• INPUT
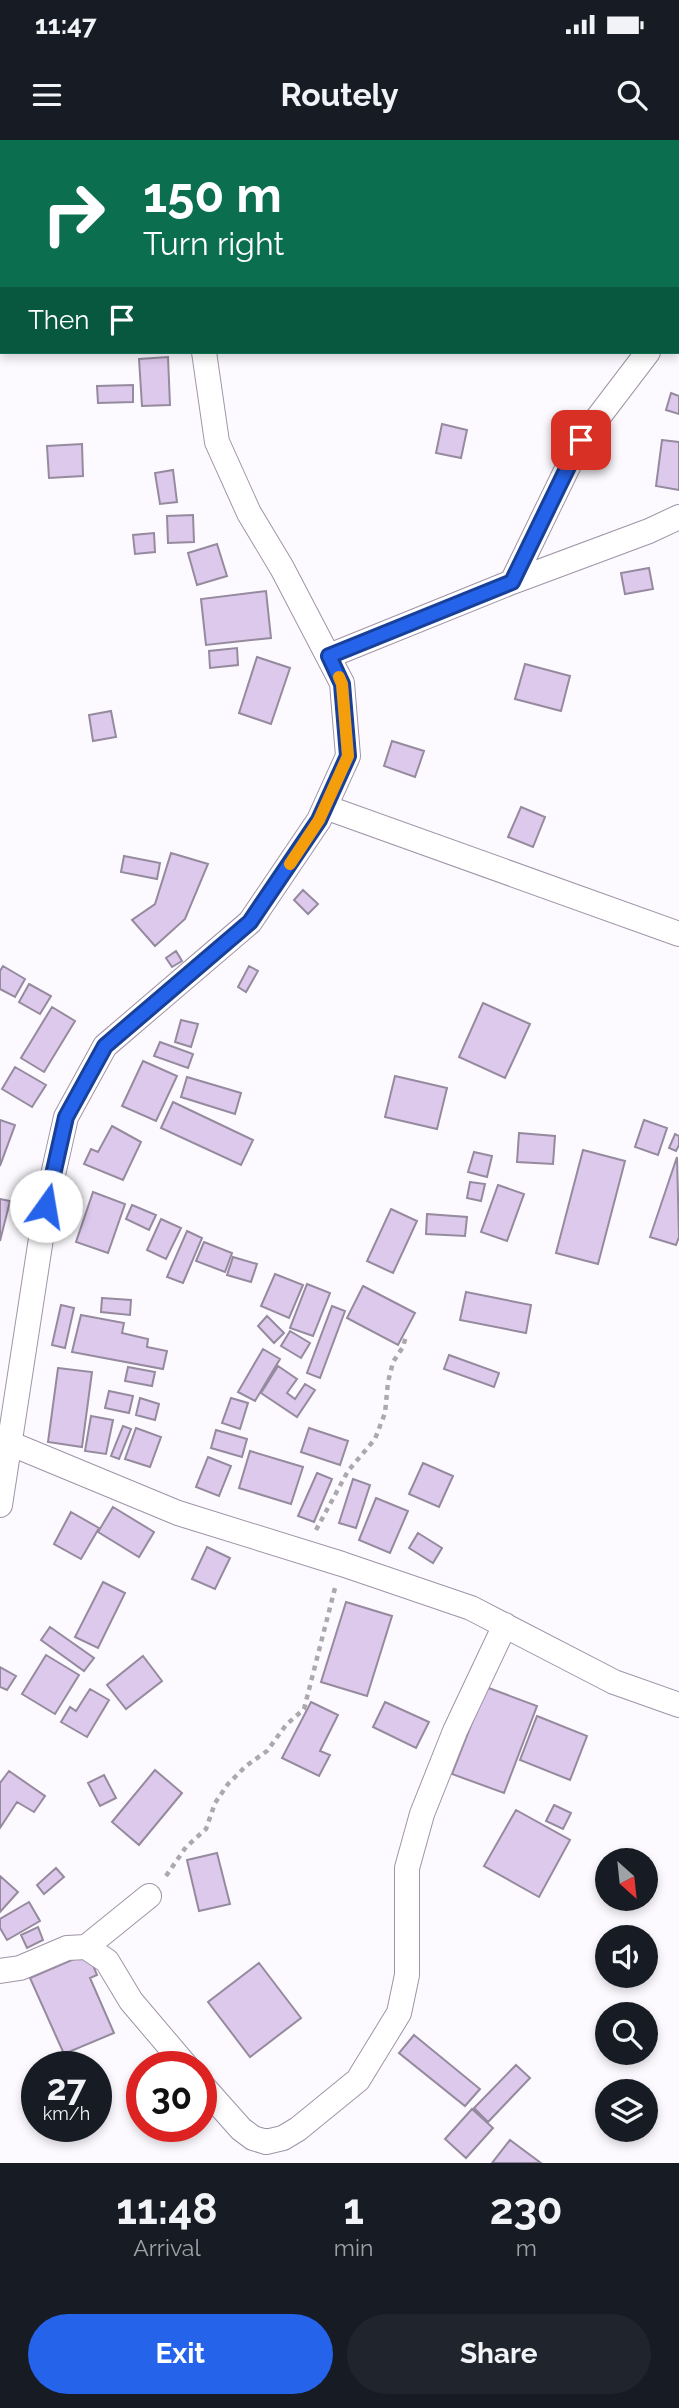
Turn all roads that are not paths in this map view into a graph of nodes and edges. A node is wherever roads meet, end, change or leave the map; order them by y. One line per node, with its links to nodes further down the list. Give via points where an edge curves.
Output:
1 (204, 354): 5 (street, via 217,442 249,513)
2 (646, 354): 4 (street, via 581,440)
3 (679, 517): 4 (street)
4 (512, 582): 5 (street)
5 (329, 656): 6 (street, via 342,684 348,756)
6 (325, 807): 7 (street); 8 (street, via 250,922 105,1046 66,1117)
7 (679, 934)
8 (8, 1406): 9 (street)
9 (9, 1443): 10 (street); 11 (street, via 178,1513 471,1608)
10 (0, 1505)
11 (505, 1625): 12 (street, via 614,1682); 17 (street, via 455,1731 422,1814 407,1868 407,1975 399,2013 358,2080 283,2138 266,2142 253,2138)
12 (679, 1705)
13 (149, 1896): 14 (street)
14 (86, 1947): 15 (street, via 67,1948 20,1968); 16 (street, via 107,1961 131,2001)
15 (0, 1971)
16 (173, 2051)
17 (217, 2102)

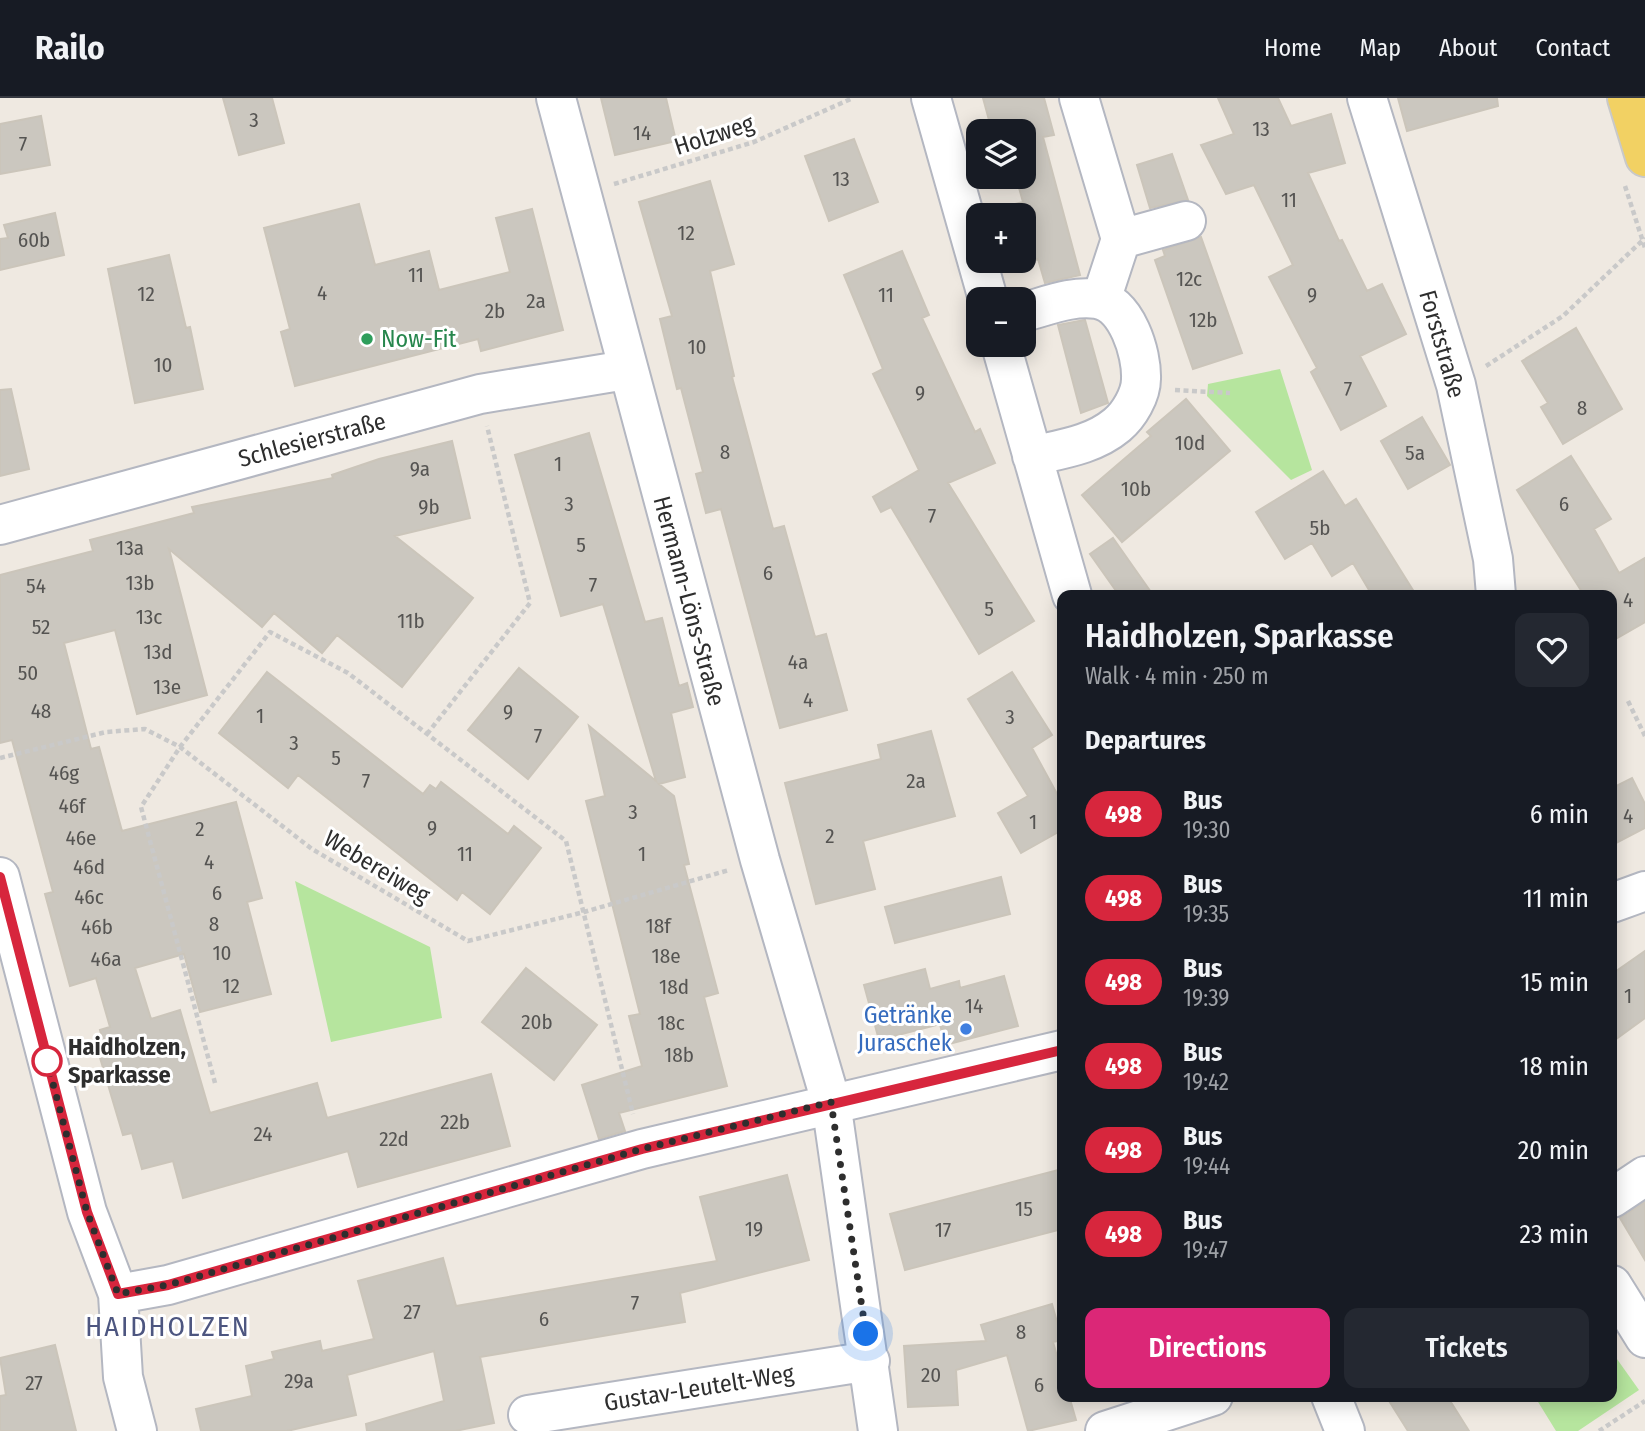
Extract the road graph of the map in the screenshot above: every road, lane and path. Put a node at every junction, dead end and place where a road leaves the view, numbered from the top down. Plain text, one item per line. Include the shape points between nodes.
1 (555, 98) edge
2 (853, 98) edge
3 (931, 98) edge
4 (1079, 98) edge
5 (1367, 98) edge
6 (1627, 98) edge
7 (1645, 157) edge
8 (581, 191) junction
9 (1186, 221) dead end
10 (1645, 238) edge
11 (1121, 239) junction
12 (985, 287) edge
13 (1101, 300) junction
14 (1036, 309) edge
15 (1004, 357) edge
16 (626, 370) junction
17 (1456, 385) junction
18 (1139, 388) junction
19 (1230, 393) dead end
20 (480, 394) junction
21 (1032, 456) junction
22 (0, 526) edge
23 (1071, 590) edge
24 (1496, 590) edge
25 (1628, 701) dead end
26 (427, 734) junction
27 (1645, 736) edge
28 (180, 747) junction
29 (0, 758) edge
30 (760, 860) junction
31 (0, 877) edge
32 (1645, 891) edge
33 (1617, 901) edge
34 (584, 912) junction
35 (1057, 1051) edge
36 (215, 1083) dead end
37 (831, 1102) junction
38 (642, 1149) junction
39 (1645, 1176) edge
40 (1617, 1195) edge
41 (1617, 1293) edge
42 (118, 1294) junction
43 (1645, 1338) edge
44 (870, 1362) junction
45 (1645, 1401) edge
46 (1194, 1402) edge
47 (1333, 1402) edge
48 (528, 1415) dead end
49 (137, 1431) edge
50 (878, 1431) edge
51 (1105, 1431) edge
52 (1345, 1431) edge
53 (1599, 1431) edge

1 - 8 street, Hermann-Löns-Straße
2 - 8 path, Holzweg via 754,142
3 - 12 street
4 - 11 street
5 - 17 street, Forststraße
6 - 7 main road
8 - 16 street, Hermann-Löns-Straße
9 - 11 street
10 - 17 path via 1563,316
11 - 13 street
13 - 14 street via 1080,298
13 - 18 street via 1120,315 1133,335
15 - 21 street
16 - 20 street, Schlesierstraße
16 - 30 street, Hermann-Löns-Straße
17 - 24 street, Forststraße
18 - 19 path
18 - 21 street via 1135,402 1118,424 1090,442
20 - 22 street, Schlesierstraße
20 - 26 path via 530,603
21 - 23 street
25 - 27 path
26 - 28 path via 348,673 270,632
26 - 34 path via 566,841
28 - 29 path, Webereiweg via 145,729
28 - 34 path, Webereiweg via 312,849 468,941
28 - 36 path via 141,807
30 - 34 path, Webereiweg
30 - 37 street, Hermann-Löns-Straße
31 - 42 street via 83,1199
32 - 33 street
34 - 38 path
35 - 37 street
37 - 38 street
37 - 44 street, Hermann-Löns-Straße
38 - 42 street via 168,1285
39 - 40 street
41 - 43 street
42 - 49 street via 123,1377
44 - 48 street, Gustav-Leutelt-Weg
44 - 50 street, Hermann-Löns-Straße
45 - 53 path
46 - 51 street
47 - 52 street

• TASK DETAILS
Across all the records, find the lines containing the word "where" and reproduce each one.

• RESULT OF THIS TASK
Turn all roads that are not paths in this map view into a graph of nodes and edges. A node is wherever roads meet, end, change or leave the map; order them by y. One line per node, with its links to nodes further down the list. Give via points where an edge curves.
Extract the road graph of the map in the screenshot above: every road, lane and path. Put a node at every junction, dead end and place where a road leaves the view, numbered from the top down. Plain text, one item per line. Include the shape points between nodes.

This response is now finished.